**Exercise instructions**: From the line below that contains "ring pip: (1275, 821)" to the line that contains "thumb tip: (126, 192)", repeat every line exactly, both ends included, and nothing else.

**Materials provided**:

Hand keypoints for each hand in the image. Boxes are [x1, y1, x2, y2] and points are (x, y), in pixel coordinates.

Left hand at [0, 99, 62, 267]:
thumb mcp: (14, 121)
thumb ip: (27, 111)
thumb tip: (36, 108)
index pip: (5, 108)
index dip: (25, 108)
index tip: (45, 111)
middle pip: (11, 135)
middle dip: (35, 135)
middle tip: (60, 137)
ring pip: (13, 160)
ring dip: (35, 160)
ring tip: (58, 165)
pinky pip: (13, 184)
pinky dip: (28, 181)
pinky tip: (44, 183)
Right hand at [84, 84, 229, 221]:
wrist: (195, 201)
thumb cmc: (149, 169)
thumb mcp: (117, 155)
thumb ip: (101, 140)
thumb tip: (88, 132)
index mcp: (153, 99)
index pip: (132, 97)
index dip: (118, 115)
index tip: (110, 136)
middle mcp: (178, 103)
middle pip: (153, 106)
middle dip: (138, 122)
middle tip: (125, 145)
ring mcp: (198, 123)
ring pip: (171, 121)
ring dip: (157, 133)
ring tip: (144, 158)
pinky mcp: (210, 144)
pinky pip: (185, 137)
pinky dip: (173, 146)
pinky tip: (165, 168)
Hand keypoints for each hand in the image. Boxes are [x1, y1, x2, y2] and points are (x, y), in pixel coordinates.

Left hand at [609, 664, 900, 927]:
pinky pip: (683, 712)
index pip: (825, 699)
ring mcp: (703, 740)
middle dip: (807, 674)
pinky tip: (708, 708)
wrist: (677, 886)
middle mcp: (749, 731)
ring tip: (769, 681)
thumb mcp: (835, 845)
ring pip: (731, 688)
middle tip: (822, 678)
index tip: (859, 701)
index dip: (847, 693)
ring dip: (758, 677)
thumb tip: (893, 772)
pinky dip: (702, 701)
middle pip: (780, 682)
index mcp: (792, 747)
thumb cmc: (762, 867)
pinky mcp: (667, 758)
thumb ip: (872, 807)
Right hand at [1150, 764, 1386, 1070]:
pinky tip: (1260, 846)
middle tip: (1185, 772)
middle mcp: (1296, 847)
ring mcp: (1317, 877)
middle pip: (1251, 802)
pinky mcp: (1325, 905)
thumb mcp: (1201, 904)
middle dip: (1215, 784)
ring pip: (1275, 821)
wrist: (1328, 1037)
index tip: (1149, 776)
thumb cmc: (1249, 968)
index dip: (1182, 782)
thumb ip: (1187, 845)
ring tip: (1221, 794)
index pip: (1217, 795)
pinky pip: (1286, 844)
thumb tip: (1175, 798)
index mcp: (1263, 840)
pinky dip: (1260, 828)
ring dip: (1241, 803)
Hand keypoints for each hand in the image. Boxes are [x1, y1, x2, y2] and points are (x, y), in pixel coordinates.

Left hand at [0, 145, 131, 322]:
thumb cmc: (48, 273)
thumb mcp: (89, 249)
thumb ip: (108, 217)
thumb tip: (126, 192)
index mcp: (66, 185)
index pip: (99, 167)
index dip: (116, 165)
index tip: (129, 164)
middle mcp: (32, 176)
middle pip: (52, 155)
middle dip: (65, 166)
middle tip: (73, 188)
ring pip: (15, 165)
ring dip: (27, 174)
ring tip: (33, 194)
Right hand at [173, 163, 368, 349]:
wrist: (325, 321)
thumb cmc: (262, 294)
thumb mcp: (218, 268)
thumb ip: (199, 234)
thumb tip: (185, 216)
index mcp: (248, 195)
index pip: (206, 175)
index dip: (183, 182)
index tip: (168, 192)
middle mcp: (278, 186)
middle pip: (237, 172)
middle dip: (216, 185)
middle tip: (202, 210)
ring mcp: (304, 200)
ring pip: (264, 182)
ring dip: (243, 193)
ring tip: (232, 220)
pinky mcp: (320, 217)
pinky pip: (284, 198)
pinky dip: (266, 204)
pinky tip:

**Solution below**:
ring pip: (1275, 821)
wrist: (1328, 1037)
index tip: (1149, 776)
thumb cmc: (1249, 968)
index dip: (1182, 782)
thumb ip: (1187, 845)
ring tip: (1221, 794)
index pip: (1217, 795)
pinky pip: (1286, 844)
thumb tip: (1175, 798)
index mcp: (1263, 840)
pinky dip: (1260, 828)
ring dip: (1241, 803)
Hand keypoints for each hand in the image. Boxes are [x1, y1, x2, y2] and points are (x, y), in pixel coordinates.

Left hand at [0, 145, 131, 322]:
thumb cmc: (48, 273)
thumb mcp: (89, 249)
thumb ip: (108, 217)
thumb tip: (126, 192)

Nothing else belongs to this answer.